A key discussion for the ECB on Thursday may be whether policymakers should remove their pledge to increase the volume or duration of asset buys if the outlook worsens, a topic already discussed in June when further rate cuts were ruled out.

Such a move was seen by some as a foregone conclusion until Draghi argued in Sintra that improved growth may provide room for the ECB to tighten policy.

But policymakers speaking to Reuters earlier voiced concern about doubling German 10-year yields and the euro's 3 per cent rise, fearing that a fresh signal now may be self-defeating, pushing up borrowing costs and thwarting a broadening but still relatively young recovery.

The euro was hovering just below a 14-month high on Thursday.

“There are good reasons why the ECB is warming up for a tighter monetary policy stance, but the degree of euro strengthening suggests that the speculation has moved a bit ahead of itself,” said David Kohl, a currency strategist at Julius Baer.

The ECB has to resolve an apparent disconnect between weak inflation and improving growth.

Borrowing costs

Buying trillions of euros worth of bonds to cut borrowing costs, it has fought off the threat of deflation and helped rekindle growth, now on its best run in a decade.

But inflation, its chief focus, will continue to undershoot its target of almost 2 per cent at least through 2019, indicating that even if it eased off the accelerator, easy monetary policy will continue for years to come.

Most analysts polled by Reuters expect no change on Thursday but a sizable minority predicted a tweak in the bank's guidance with a compromise possible on axing a bias for increasing purchases but not in the case of the extension.

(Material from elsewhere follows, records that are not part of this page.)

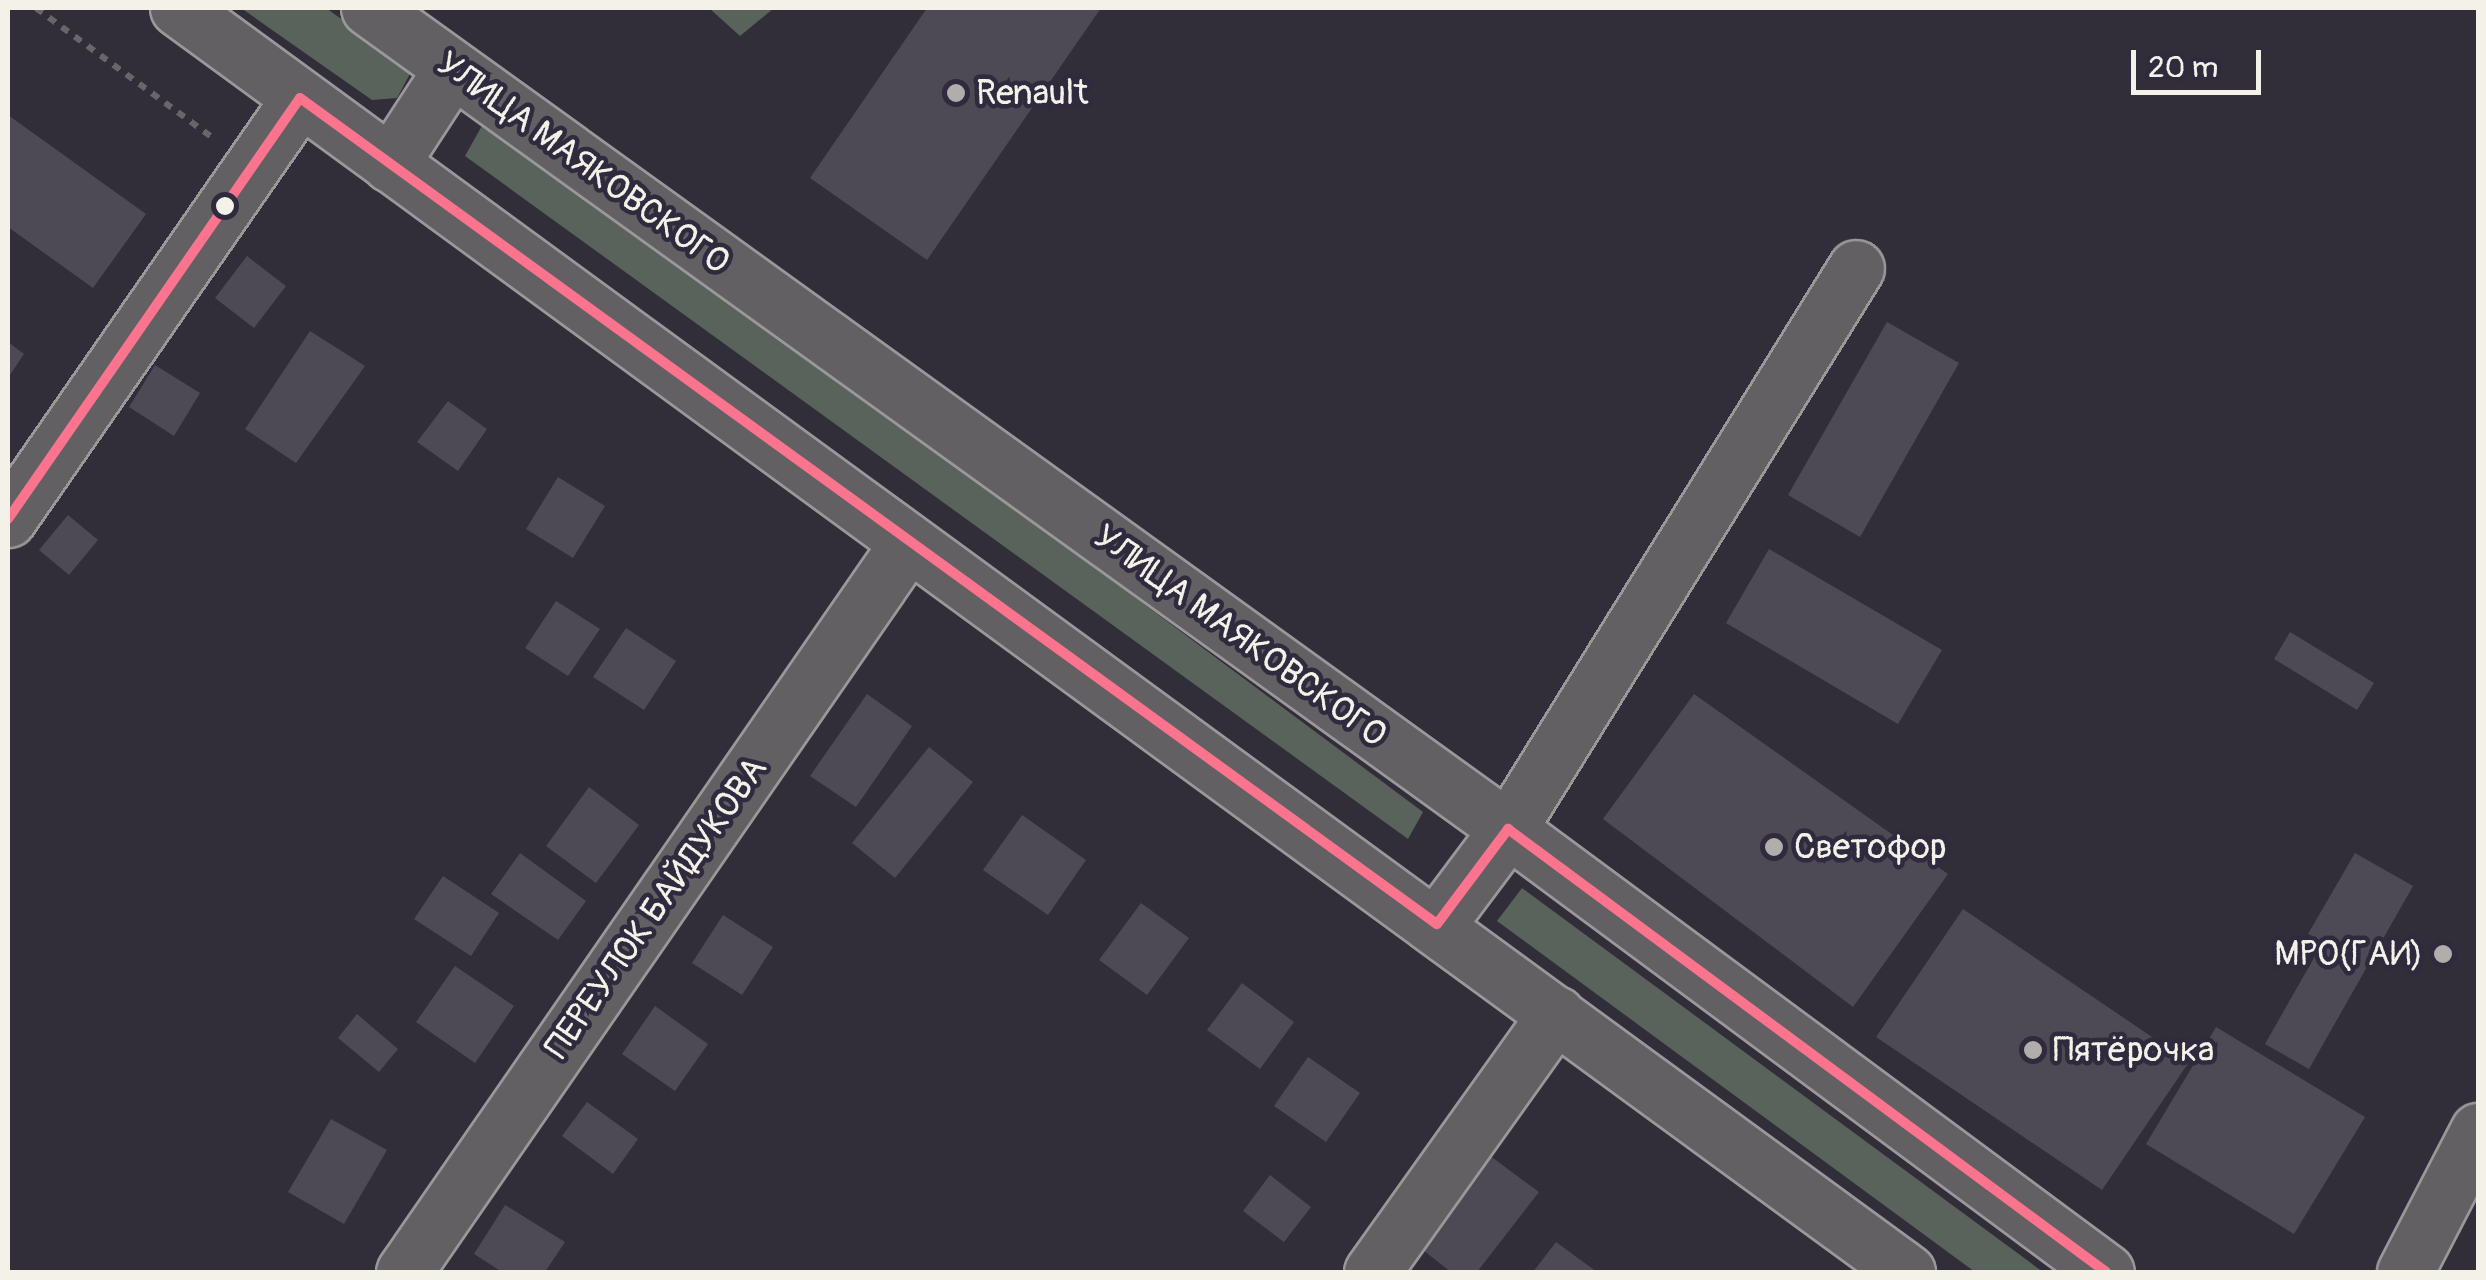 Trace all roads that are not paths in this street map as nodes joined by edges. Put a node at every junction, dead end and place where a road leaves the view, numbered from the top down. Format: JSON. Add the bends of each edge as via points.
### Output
{"nodes":[{"id":1,"x":178,"y":8,"type":"edge"},
{"id":2,"x":369,"y":8,"type":"edge"},
{"id":3,"x":452,"y":69,"type":"junction"},
{"id":4,"x":300,"y":98,"type":"junction"},
{"id":5,"x":390,"y":164,"type":"junction"},
{"id":6,"x":1856,"y":268,"type":"dead end"},
{"id":7,"x":8,"y":519,"type":"edge"},
{"id":8,"x":908,"y":543,"type":"junction"},
{"id":9,"x":1508,"y":829,"type":"junction"},
{"id":10,"x":1437,"y":924,"type":"junction"},
{"id":11,"x":1556,"y":1014,"type":"junction"},
{"id":12,"x":2478,"y":1131,"type":"edge"},
{"id":13,"x":404,"y":1272,"type":"edge"},
{"id":14,"x":1372,"y":1272,"type":"edge"},
{"id":15,"x":1907,"y":1272,"type":"edge"},
{"id":16,"x":2106,"y":1272,"type":"edge"},
{"id":17,"x":2406,"y":1272,"type":"edge"}],
"edges":[{"from":1,"to":4,"type":"street"},
{"from":2,"to":3,"type":"street","name":"УЛИЦА МАЯКОВСКОГО"},
{"from":3,"to":5,"type":"street"},
{"from":3,"to":9,"type":"street","name":"УЛИЦА МАЯКОВСКОГО"},
{"from":4,"to":5,"type":"street"},
{"from":4,"to":7,"type":"street"},
{"from":5,"to":8,"type":"street"},
{"from":6,"to":9,"type":"street"},
{"from":8,"to":10,"type":"street"},
{"from":8,"to":13,"type":"street","name":"ПЕРЕУЛОК БАЙДУКОВА"},
{"from":9,"to":10,"type":"street"},
{"from":9,"to":16,"type":"street","name":"УЛИЦА МАЯКОВСКОГО"},
{"from":10,"to":11,"type":"street"},
{"from":11,"to":14,"type":"street"},
{"from":11,"to":15,"type":"street"},
{"from":12,"to":17,"type":"street"}]}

While the bank is not under pressure to make a call on the future of asset buys now, they are now set to run until the end of the year.

So by September, or October at the latest, policymakers have to decide whether to extend the buys or wind them down in a process called tapering.

Most economists polled by Reuters expect tapering from next year but unlike the US Federal Reserve, which cut buys at each meeting when it ended its own asset buys, the ECB could simply extended the buys at a lower volumes to avoid creating an impression that it was on a preset course to wind down the buys.

Indeed, policymakers told Reuters earlier that they would not want to put an end date on the buys or a schedule on tapering, maintaining flexibility and avoiding a perception that it was on a preset course.

“The ECB will have to substantiate the tapering preparation with economic arguments that do not leave market participants completely stumped; a balancing act that requires all of Draghi’s verbal acrobatic skills,” said ING economist Carsten Brzeski said.